Sensing performance of Bragg fibers having a defect layer utilizing confinement loss analysis for brain cancer cells detection
(Elsevier B.V., 2022) Chandan Singh Yadav; Abhishek Upadhyay; Vivek Singh
The sensing performance of the Bragg fiber having a defect layer in the cladding region is optimized for brain cancer cell detection using the refractive index of brain lesions fluids. The optimization is achieved by comparing the confinement loss of low contrast and a high contrast defected Bragg fiber with similar standard Bragg fiber. Using the transfer matrix method and matching the fields at various interfaces equation of confinement loss is obtained in presence of a defect layer.
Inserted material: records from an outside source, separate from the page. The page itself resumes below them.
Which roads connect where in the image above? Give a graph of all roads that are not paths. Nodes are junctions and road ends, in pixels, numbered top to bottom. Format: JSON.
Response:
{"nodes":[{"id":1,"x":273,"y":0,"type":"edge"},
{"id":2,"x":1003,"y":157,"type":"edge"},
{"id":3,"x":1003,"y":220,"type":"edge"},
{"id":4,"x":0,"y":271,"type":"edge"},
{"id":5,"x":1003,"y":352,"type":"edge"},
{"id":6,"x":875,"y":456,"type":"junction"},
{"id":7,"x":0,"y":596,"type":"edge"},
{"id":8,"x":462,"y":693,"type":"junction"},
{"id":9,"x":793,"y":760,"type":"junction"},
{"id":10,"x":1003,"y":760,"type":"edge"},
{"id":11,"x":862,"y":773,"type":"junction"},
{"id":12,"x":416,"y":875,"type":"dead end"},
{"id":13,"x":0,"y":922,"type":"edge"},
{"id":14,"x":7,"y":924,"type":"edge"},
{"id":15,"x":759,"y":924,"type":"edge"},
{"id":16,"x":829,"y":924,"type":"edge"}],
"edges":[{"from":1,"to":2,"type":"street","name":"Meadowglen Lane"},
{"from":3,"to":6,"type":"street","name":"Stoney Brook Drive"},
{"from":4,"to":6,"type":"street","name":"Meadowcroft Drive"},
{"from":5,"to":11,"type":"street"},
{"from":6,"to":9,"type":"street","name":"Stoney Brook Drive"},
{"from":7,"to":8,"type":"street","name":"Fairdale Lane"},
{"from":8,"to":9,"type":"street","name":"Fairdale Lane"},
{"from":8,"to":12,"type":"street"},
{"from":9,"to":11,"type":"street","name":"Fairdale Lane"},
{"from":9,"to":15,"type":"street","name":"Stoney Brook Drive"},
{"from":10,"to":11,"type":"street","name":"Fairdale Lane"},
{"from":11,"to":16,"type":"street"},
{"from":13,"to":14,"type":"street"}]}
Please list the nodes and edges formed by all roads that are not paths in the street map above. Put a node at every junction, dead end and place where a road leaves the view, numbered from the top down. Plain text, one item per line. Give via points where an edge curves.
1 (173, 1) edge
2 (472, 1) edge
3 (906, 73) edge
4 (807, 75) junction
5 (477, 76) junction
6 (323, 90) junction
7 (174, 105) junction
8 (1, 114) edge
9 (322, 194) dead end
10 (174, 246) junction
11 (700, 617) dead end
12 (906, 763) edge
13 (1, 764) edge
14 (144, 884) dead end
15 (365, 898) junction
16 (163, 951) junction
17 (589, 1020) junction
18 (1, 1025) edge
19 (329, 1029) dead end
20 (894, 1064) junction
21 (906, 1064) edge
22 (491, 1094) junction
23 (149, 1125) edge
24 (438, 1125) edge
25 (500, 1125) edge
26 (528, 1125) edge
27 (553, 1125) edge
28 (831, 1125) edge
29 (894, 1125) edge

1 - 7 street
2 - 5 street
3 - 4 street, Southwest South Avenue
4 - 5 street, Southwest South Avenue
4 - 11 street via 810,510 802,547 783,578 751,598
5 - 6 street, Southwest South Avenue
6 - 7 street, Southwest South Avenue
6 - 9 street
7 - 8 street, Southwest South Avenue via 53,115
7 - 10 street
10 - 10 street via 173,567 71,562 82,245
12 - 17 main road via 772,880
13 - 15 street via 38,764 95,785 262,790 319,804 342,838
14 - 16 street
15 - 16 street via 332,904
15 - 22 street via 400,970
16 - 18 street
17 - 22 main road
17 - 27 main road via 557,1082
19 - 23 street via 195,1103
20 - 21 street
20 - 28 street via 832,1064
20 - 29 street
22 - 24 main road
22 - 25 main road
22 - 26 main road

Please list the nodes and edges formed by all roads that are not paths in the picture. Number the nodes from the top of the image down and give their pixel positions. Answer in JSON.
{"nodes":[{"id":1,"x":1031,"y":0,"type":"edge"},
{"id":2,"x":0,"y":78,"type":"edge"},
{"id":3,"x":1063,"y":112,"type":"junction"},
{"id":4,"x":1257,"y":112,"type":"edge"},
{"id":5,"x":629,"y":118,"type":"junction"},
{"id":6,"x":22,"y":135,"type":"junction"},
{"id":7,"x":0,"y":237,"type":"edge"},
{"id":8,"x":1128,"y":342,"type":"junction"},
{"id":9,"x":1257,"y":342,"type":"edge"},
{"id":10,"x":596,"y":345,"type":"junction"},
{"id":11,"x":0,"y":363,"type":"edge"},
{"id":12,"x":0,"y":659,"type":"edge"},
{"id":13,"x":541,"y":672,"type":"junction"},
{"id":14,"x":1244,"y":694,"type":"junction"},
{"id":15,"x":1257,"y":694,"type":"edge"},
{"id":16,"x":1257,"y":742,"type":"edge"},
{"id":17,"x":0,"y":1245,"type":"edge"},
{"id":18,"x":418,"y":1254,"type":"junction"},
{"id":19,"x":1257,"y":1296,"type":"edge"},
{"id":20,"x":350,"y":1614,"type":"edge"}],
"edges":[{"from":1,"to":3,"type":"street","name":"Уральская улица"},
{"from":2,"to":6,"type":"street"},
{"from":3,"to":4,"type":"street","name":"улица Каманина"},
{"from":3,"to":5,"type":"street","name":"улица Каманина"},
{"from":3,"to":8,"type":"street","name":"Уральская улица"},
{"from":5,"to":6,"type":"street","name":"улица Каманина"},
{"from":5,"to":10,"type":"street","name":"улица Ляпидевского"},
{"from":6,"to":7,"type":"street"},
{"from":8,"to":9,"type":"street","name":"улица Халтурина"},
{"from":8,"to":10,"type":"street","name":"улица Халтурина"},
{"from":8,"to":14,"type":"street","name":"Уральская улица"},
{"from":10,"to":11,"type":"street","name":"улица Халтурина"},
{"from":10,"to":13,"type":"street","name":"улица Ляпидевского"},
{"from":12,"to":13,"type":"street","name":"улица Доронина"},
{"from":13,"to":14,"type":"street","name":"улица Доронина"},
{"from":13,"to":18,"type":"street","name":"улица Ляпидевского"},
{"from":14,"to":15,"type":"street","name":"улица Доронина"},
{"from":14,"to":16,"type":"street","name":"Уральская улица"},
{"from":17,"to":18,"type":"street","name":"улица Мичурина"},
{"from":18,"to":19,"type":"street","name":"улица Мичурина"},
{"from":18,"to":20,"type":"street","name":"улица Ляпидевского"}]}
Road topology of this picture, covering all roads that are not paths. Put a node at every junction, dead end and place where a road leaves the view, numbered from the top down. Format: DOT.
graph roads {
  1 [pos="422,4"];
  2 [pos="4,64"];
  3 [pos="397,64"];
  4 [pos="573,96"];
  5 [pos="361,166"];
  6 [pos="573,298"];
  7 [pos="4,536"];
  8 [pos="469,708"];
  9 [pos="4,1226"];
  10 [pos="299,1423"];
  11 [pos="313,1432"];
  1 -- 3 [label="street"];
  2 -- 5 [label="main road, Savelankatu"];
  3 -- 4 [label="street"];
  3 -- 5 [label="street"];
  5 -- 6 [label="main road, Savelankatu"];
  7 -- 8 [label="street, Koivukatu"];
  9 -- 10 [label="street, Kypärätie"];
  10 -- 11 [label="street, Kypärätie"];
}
It is observed that the sensing performance of low contrast waveguide is better than high contrast waveguide in the absence of the defect layer but the situation become reversed in presence of a defect layer. Wavelength interrogation shows high sensing performance with the variation of defect layer refractive index while intensity interrogation shows high sensing performance with the variation of core refractive index. Here wavelength interrogation of high contrast defected Bragg fiber is demonstrated to detect normal and abnormal brain tissues due to its feasibility. Our analysis shows that the respective maximum sensitivity, detection accuracy, and quality parameters are 12.1519 nm/RIU, 4365.7235, and 41.6161 RIU−1 in the benign stage corresponding to the wall of brain and 11.0233 nm/RIU, 4242.7191 and 38.8281 RIU−1 in the malignant stage corresponding to low-grade glioma. © 2022
Sensitivity Estimation of Bragg Fibers having Double Defect Layers
(Institute of Electrical and Electronics Engineers Inc., 2022) Chandan Singh Yadav; Abhishek Upadhyay; Vivek Singh
The sensitivity of two Bragg fibers having symmetric and asymmetric double defect layers are studied, optimized, and compared. The thicknesses of symmetric defects are 267.24 nm and asymmetric defects are 113.30 nm and 267.24 nm. Two sharp defect modes arise due to the resonance of core and defect modes. The sensitivity of proposed waveguides depends on the separation between defect layers. Right defect mode of symmetric defected Bragg fiber shows maximum sensitivity. © 2022 IEEE.